There were discussions for six years in Worms on the location of the new station. The Worms council pressed for a central location near the Rhine port, near the present Rheintorplatz, but on 21 September 1852 the Hessian Ludwig Railway chose a site near the cemetery, now Albert-Schulte Park. On 24 August 1853 the line was opened from Mainz to Worms and three months later, on 15 November, the line was extended to Ludwigshafen.

After an initial underestimation of freight traffic, extra facilities were built at Worms station in the following years: a loading dock, a goods shed and a marshalling yard. Now there were regular freight trains conveying sugar beet, grain, coal and much else to the factories, mills and ports in Worms.

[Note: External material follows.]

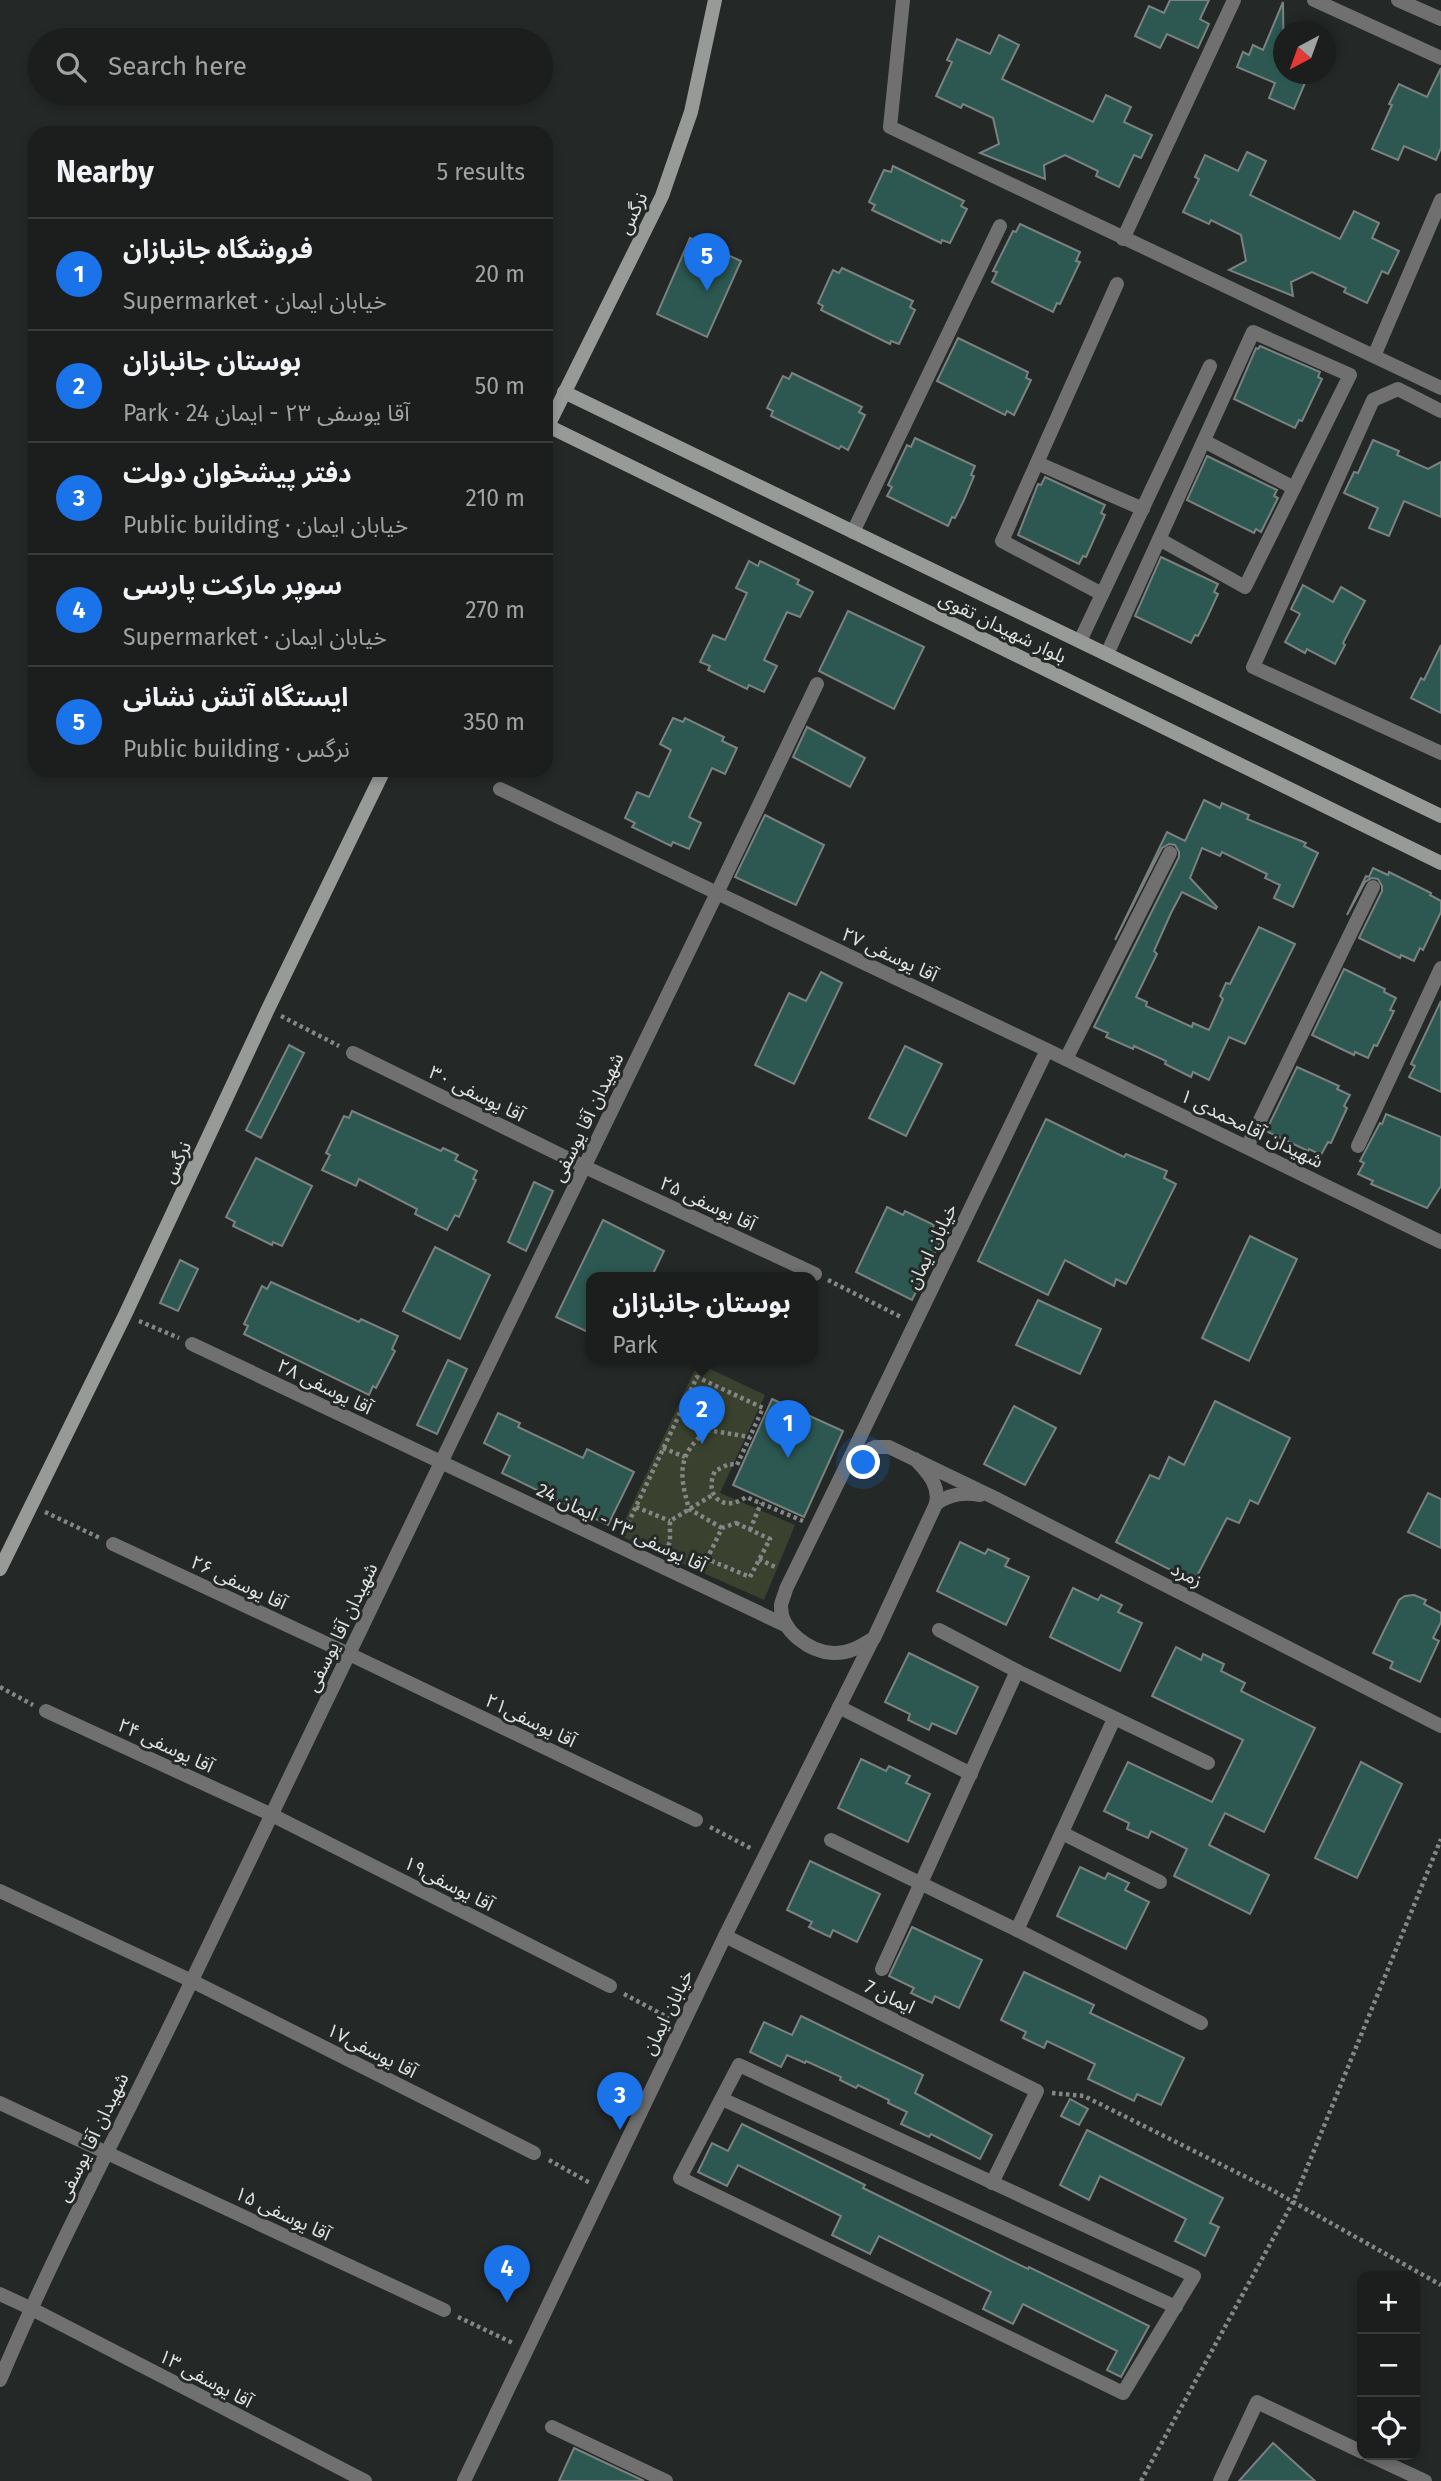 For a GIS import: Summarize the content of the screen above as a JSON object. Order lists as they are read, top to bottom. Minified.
{"streets":{"main road":["نرگس","بلوار شهیدان تقوی"],"street":["آقا یوسفی ۲۷","آقا یوسفی ۳۰","شهیدان آقا یوسفی","شهیدان آقامحمدی ۱","آقا یوسفی ۲۵","خیابان ایمان","آقا یوسفی ۲۸","آقا یوسفی ۲۳ - ایمان 24","زمرد","آقا یوسفی ۲۶","آقا یوسفی۲۱","آقا یوسفی ۲۴","آقا یوسفی۱۹","ایمان 7","آقا یوسفی۱۷","آقا یوسفی ۱۵","آقا یوسفی ۱۳"]},"crossings":[["نرگس","بلوار شهیدان تقوی"],["آقا یوسفی ۲۷","شهیدان آقا یوسفی"],["آقا یوسفی ۲۷","شهیدان آقامحمدی ۱"],["آقا یوسفی ۲۷","خیابان ایمان"],["آقا یوسفی ۳۰","شهیدان آقا یوسفی"],["آقا یوسفی ۳۰","آقا یوسفی ۲۵"],["شهیدان آقا یوسفی","آقا یوسفی ۲۵"],["شهیدان آقا یوسفی","آقا یوسفی ۲۸"],["شهیدان آقا یوسفی","آقا یوسفی ۲۳ - ایمان 24"],["شهیدان آقا یوسفی","آقا یوسفی ۲۶"],["شهیدان آقا یوسفی","آقا یوسفی۲۱"],["شهیدان آقا یوسفی","آقا یوسفی ۲۴"],["شهیدان آقا یوسفی","آقا یوسفی۱۹"],["شهیدان آقا یوسفی","آقا یوسفی۱۷"],["شهیدان آقا یوسفی","آقا یوسفی ۱۵"],["شهیدان آقا یوسفی","آقا یوسفی ۱۳"],["شهیدان آقامحمدی ۱","خیابان ایمان"],["خیابان ایمان","آقا یوسفی ۲۳ - ایمان 24"],["خیابان ایمان","ایمان 7"],["آقا یوسفی ۲۸","آقا یوسفی ۲۳ - ایمان 24"],["آقا یوسفی ۲۶","آقا یوسفی۲۱"],["آقا یوسفی ۲۴","آقا یوسفی۱۹"]],"north":"bottom left","page":{"search":"Search here","heading":["Nearby","5 results"],"list":[{"mark":"1","name":"فروشگاه جانبازان","note":"Supermarket · خیابان ایمان","value":"20 m"},{"mark":"2","name":"بوستان جانبازان","note":"Park · آقا یوسفی ۲۳ - ایمان 24","value":"50 m"},{"mark":"3","name":"دفتر پیشخوان دولت","note":"Public building · خیابان ایمان","value":"210 m"},{"mark":"4","name":"سوپر مارکت پارسی","note":"Supermarket · خیابان ایمان","value":"270 m"},{"mark":"5","name":"ایستگاه آتش نشانی","note":"Public building · نرگس","value":"350 m"}],"pins":["5","2","1","3","4"],"popup":["بوستان جانبازان","Park"],"map_buttons":["+","−"]}}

Following the opening of the railway there was great growth in industry and population in Worms: in 1849 there were only 89 factory workers; in 1858, there were over 2,000.

===The second station ===

With the growth of passenger traffic, the old station buildings were inadequate. In 1871 the old station building was replaced. The new station building was built in the then fashionable neo-classical style. The arrivals hall had a glazed vestibule and first, second and third class waiting rooms, as well as a royal waiting room. Moreover, there was now sleeping quarters for the station manager, meeting rooms and offices for the railway.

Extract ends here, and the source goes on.